Memory Deduplication for Serverless Computing with Medes

- Hide Paper Summary

Paper Title: Memory Deduplication for Serverless Computing with Medes
Link: https://dl.acm.org/doi/10.1145/3492321.3524272
Year: EuroSys 2022
Keyword: Serverless; Deduplication; Cold-Start Latency

Back

Highlights:

In addition to warm and cold states, function instances can be maintained in a dedup state where its address space is deduplicated and it requires an extra restoration step to be brought up. The dedup state consumes less memory than warm state and has shorter startup latency.
The fingerprint of a page can be generated by running Rabin hash over the page, and selects the 64-byte chunk whose hash value matches a certain pattern. If an identical chunk exists on another page, then both pages will have the same fingerprint being generated, which can then be matched with a hash table.
Deduplication should take ASLR and unaligned data into consideration. These two properties make it less effective to assume that data on the same offset is likely identical.

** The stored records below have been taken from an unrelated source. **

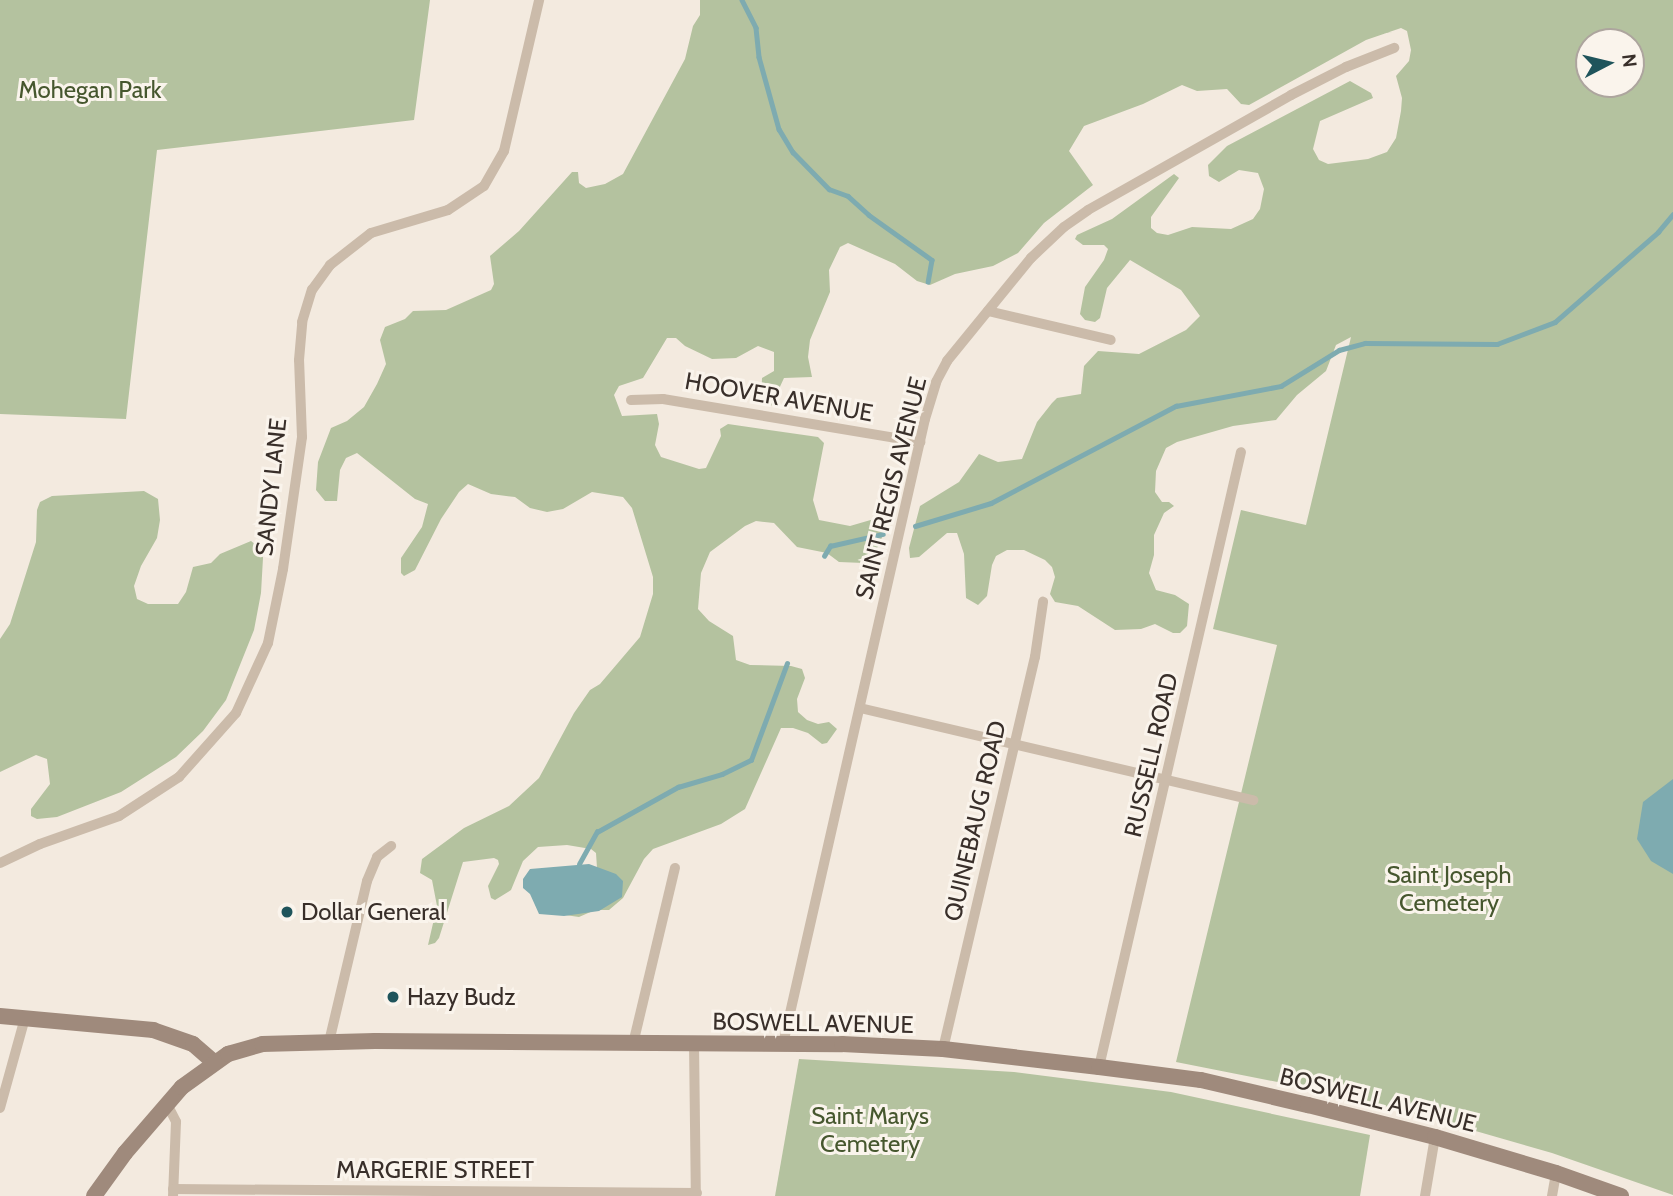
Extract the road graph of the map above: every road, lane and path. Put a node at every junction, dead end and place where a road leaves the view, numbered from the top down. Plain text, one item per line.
1 (539, 0) edge
2 (1394, 48) dead end
3 (988, 311) junction
4 (1111, 340) dead end
5 (631, 400) dead end
6 (920, 443) junction
7 (1241, 452) dead end
8 (1043, 602) dead end
9 (860, 708) junction
10 (1015, 744) junction
11 (1166, 780) junction
12 (1253, 800) dead end
13 (391, 846) dead end
14 (0, 863) edge
15 (675, 868) dead end
16 (0, 1016) edge
17 (25, 1018) junction
18 (329, 1042) junction
19 (633, 1044) junction
20 (694, 1044) junction
21 (783, 1044) junction
22 (943, 1049) junction
23 (214, 1062) junction
24 (1099, 1067) junction
25 (167, 1104) junction
26 (0, 1108) edge
27 (1436, 1137) junction
28 (1556, 1173) junction
29 (173, 1193) edge
30 (697, 1194) edge
31 (94, 1196) edge
32 (1425, 1196) edge
33 (1552, 1196) edge
34 (1621, 1196) edge

1 - 14 street, SANDY LANE
2 - 3 street, SAINT REGIS AVENUE
3 - 4 street
3 - 6 street, SAINT REGIS AVENUE
5 - 6 street, HOOVER AVENUE
6 - 9 street, SAINT REGIS AVENUE
7 - 11 street, RUSSELL ROAD
8 - 10 street, QUINEBAUG ROAD
9 - 10 street
9 - 21 street, SAINT REGIS AVENUE
10 - 11 street
10 - 22 street, QUINEBAUG ROAD
11 - 12 street
11 - 24 street, RUSSELL ROAD
13 - 18 street
15 - 19 street
16 - 17 main road
17 - 23 main road
17 - 26 street
18 - 19 main road, BOSWELL AVENUE
18 - 23 main road, BOSWELL AVENUE
19 - 20 main road, BOSWELL AVENUE
20 - 21 main road, BOSWELL AVENUE
20 - 30 street
21 - 22 main road, BOSWELL AVENUE
22 - 24 main road, BOSWELL AVENUE
23 - 25 main road, BOSWELL AVENUE
24 - 27 main road, BOSWELL AVENUE
25 - 29 street
25 - 31 main road, BOSWELL AVENUE
27 - 28 main road, BOSWELL AVENUE
27 - 32 street
28 - 33 street
28 - 34 main road, BOSWELL AVENUE
29 - 30 street, MARGERIE STREET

On the contrary, Rabin hash is oblivious to unaligned data as the algorithm generates a hash value for every possible window with small overheads.
Function checkpoints can be generated using CRIU. In Medes, a small subset of function instances (1 in every 40 instances) are checkpointed and used as the reference. Pages in these checkpoints are regarded as reference pages, whose fingerprint values are entered into a central repository mapping the hash values to the storage locations of the corresponding pages.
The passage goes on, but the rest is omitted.